Problem to work on
In your copy, include every record exactly and no pictures.

Start of Data provided

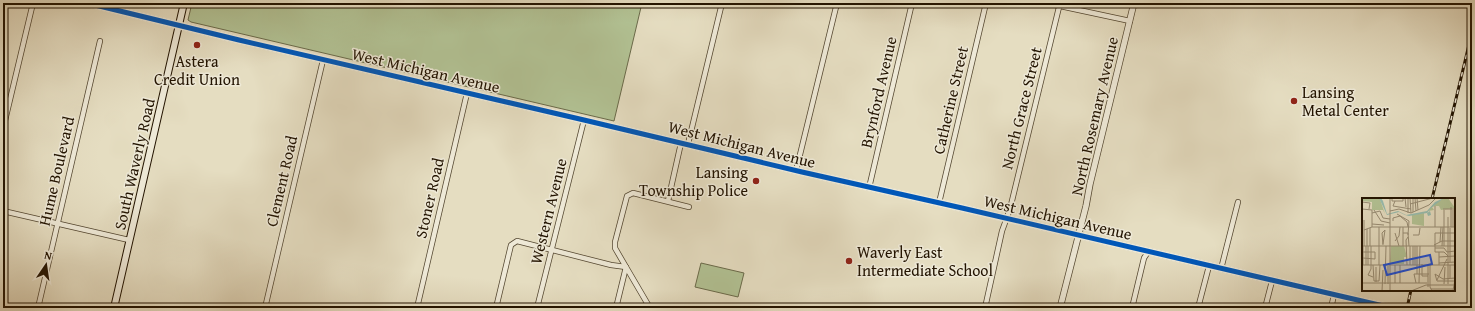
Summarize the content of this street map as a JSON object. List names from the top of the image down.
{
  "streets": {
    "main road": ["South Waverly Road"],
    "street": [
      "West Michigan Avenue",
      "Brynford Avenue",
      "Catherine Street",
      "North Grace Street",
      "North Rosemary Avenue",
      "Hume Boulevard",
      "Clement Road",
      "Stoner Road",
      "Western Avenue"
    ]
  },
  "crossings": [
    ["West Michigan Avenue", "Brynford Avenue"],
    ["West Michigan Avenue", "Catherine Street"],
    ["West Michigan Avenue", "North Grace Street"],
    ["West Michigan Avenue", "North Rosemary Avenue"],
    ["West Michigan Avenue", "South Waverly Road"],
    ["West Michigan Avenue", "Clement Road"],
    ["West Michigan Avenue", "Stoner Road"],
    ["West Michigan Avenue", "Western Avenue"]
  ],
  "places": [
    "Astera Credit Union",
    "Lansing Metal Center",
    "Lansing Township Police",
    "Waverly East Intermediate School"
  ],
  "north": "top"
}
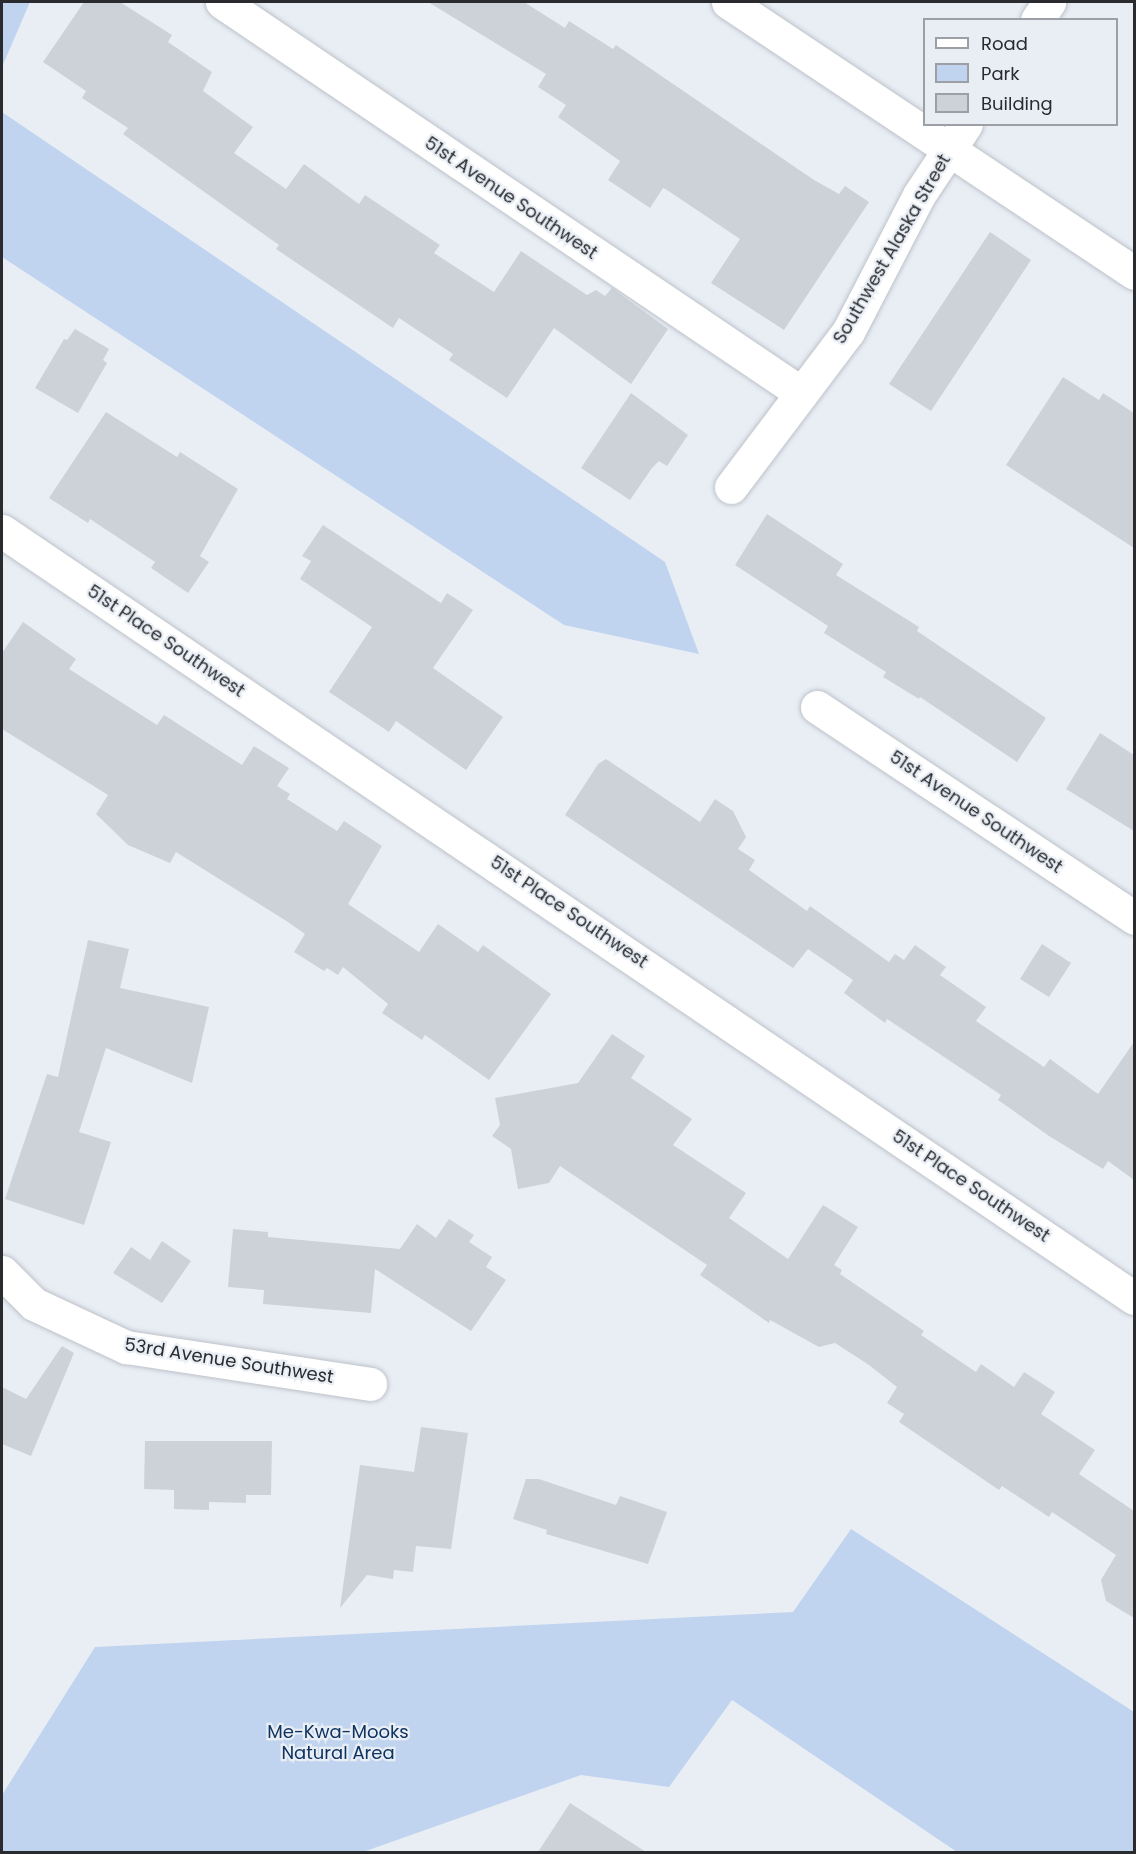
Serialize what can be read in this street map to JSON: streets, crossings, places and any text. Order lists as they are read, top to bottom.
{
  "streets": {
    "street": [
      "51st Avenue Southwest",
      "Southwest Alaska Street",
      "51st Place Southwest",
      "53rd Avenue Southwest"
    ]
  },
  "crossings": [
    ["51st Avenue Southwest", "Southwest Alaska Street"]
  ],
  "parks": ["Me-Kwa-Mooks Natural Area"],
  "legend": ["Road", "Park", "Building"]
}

End of Data provided

Solution for this problem
Summarize the content of this street map as a JSON object. List names from the top of the image down.
{
  "streets": {
    "main road": ["South Waverly Road"],
    "street": [
      "West Michigan Avenue",
      "Brynford Avenue",
      "Catherine Street",
      "North Grace Street",
      "North Rosemary Avenue",
      "Hume Boulevard",
      "Clement Road",
      "Stoner Road",
      "Western Avenue"
    ]
  },
  "crossings": [
    ["West Michigan Avenue", "Brynford Avenue"],
    ["West Michigan Avenue", "Catherine Street"],
    ["West Michigan Avenue", "North Grace Street"],
    ["West Michigan Avenue", "North Rosemary Avenue"],
    ["West Michigan Avenue", "South Waverly Road"],
    ["West Michigan Avenue", "Clement Road"],
    ["West Michigan Avenue", "Stoner Road"],
    ["West Michigan Avenue", "Western Avenue"]
  ],
  "places": [
    "Astera Credit Union",
    "Lansing Metal Center",
    "Lansing Township Police",
    "Waverly East Intermediate School"
  ],
  "north": "top"
}
Serialize what can be read in this street map to JSON: streets, crossings, places and any text. Order lists as they are read, top to bottom.
{
  "streets": {
    "street": [
      "51st Avenue Southwest",
      "Southwest Alaska Street",
      "51st Place Southwest",
      "53rd Avenue Southwest"
    ]
  },
  "crossings": [
    ["51st Avenue Southwest", "Southwest Alaska Street"]
  ],
  "parks": ["Me-Kwa-Mooks Natural Area"],
  "legend": ["Road", "Park", "Building"]
}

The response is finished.